Okay. Let’s look at a few different instance types. So we have the D series that we talked about. This is kind of general purpose. The oldest and sort of most basic series is called the A series. I think that was the first one that came out. It’s a one to two CPU to ram ratio. They do not support solid states. So they do not support SSD temporary storage. It’s regular spinning media. And they’re fairly inexpensive if you’re doing them as a pay as you go versus doing a reserved instance, which again, we’ll talk about later. You can see whenever there’s a letter M added to the instance name, that means it’s a memory optimized instance. So in this case, if an A2 is a one to two ratio, here’s in A2m. Their ratio is one to eight in terms of CPU to ram. The other common instance types are burstable instances. They’re somewhat complicated to understand but the concept here is that if you log into this VM, you will see that it will either have one CPU, one gig of ram, or eight CPU’s, 32 gigs of ram, but there is a certain amount of quota that is imposed on the performance of this VM. So think of this in the world of VM where as a limit on the CPU consumption that you place on the VM object. So inside of the OS, you’re seeing all eight core’s, but you cannot always use all eight cores.

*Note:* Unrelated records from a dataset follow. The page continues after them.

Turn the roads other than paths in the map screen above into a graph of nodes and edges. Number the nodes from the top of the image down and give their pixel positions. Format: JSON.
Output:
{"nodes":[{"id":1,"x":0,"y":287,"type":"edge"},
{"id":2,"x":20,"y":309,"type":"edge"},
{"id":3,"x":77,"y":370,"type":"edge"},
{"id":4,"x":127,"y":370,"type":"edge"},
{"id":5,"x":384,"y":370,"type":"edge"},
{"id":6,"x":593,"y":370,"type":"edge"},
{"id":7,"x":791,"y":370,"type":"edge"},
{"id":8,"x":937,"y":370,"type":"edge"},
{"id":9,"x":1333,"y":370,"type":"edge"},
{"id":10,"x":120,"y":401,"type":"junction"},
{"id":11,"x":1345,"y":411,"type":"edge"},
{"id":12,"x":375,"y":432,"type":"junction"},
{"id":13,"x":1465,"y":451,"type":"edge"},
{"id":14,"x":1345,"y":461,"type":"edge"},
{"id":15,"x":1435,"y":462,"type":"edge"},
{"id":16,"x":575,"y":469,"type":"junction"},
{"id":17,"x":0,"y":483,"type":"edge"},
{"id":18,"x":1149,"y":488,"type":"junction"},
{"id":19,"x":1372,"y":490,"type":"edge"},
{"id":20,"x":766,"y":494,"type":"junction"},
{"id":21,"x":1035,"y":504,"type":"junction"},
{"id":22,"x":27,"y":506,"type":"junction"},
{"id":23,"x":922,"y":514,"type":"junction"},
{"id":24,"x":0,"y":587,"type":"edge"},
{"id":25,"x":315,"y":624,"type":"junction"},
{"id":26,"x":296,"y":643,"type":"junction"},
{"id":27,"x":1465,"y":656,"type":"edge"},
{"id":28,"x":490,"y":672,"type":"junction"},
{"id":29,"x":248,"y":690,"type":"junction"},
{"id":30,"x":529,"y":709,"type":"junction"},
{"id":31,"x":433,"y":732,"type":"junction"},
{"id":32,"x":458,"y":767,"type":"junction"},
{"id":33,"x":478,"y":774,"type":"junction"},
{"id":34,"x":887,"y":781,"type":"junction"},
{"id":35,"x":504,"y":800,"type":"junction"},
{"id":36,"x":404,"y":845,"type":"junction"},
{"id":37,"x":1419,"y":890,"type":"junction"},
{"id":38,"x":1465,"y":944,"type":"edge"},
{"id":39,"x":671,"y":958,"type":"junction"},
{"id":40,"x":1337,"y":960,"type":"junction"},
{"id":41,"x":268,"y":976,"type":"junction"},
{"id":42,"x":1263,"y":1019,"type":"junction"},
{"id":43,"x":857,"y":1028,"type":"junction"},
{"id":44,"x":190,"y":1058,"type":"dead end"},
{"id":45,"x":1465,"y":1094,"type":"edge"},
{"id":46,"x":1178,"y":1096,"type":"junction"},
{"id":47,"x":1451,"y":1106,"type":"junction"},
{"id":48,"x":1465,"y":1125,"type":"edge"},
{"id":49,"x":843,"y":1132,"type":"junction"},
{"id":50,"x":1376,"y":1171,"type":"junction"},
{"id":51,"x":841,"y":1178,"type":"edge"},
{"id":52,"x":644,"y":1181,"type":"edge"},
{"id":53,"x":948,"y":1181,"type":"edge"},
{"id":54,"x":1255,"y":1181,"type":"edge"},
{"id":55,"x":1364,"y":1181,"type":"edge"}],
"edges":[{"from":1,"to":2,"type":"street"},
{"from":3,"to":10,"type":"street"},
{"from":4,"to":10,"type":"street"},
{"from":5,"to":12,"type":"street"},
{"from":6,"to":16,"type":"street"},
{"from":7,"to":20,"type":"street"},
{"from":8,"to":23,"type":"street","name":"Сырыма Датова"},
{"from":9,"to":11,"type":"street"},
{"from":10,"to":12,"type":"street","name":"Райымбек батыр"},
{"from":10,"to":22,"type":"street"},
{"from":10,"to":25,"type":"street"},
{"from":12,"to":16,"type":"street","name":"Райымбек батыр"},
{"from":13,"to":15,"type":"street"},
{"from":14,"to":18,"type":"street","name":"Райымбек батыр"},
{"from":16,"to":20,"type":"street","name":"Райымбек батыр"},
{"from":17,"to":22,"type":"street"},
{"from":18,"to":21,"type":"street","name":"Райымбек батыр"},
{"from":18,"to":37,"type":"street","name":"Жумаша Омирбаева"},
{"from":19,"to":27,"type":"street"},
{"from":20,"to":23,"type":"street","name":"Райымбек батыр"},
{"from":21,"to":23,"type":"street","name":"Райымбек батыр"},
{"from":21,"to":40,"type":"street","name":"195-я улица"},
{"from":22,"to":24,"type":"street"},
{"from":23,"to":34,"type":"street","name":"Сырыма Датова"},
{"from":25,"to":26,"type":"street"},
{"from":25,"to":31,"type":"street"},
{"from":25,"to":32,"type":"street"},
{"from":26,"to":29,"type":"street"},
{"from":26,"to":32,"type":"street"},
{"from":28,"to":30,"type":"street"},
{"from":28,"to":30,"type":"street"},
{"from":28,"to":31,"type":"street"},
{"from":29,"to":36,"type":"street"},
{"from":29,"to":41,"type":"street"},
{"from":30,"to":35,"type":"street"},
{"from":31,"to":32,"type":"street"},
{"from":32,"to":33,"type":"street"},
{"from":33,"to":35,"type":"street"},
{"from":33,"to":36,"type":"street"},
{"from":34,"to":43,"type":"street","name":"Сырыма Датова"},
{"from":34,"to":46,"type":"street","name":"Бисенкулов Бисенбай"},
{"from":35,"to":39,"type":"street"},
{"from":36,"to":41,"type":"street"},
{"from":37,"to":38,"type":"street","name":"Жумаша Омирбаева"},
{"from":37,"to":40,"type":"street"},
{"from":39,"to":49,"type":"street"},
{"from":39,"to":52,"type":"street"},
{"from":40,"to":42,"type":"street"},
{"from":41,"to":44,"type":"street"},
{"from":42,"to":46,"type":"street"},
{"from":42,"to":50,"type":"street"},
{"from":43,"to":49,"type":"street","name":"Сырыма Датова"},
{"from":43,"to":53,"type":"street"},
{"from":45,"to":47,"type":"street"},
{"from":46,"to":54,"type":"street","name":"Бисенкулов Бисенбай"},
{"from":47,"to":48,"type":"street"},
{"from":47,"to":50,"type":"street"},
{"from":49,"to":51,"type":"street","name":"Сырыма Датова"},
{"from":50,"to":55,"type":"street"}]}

What does that mean? It means that you get a certain amount, certain fraction of the eight cores you can use in an ongoing basis. Let’s say you get 25%, which means you get fourth, or two CPU’s worth of capability that you can use on an ongoing basis. And then at any time you use less than your quota, your building output’s called credit. It’s called banking credits. And anytime you use anything above your quota, your consuming credits, assuming that you’ve built some credits, or you’ve paid some credits in the past. So what does this specifically mean? Let’s take a look at an example. So the calculation is very complicated, fairly complicated I should say. But we’ve implemented it in the map to really simplify things. So let me give you an example. So here is a B2s, which is two core four gigs of ram. There is a certain amount of quota and what this tells me, basically, Map pulled in information and said over the last 24 hours, we’ve banked 576 credits. We’ll explain that in a second. And we’ve consumed 82 credits. So what this is telling me is that on average, over the last 24 hours, I’ve consumed less CPU than the quota that’s given to this VM which means it’s a good use case for B instance. What you don’t wanna see is you don’t wanna see having zero bank credits and all of them being consumed in the last 24 hours. Because that’s indicating that you are being CPU constrained and you are demanding to use more CPU, or your VM is demanding more CPU than what is available to it.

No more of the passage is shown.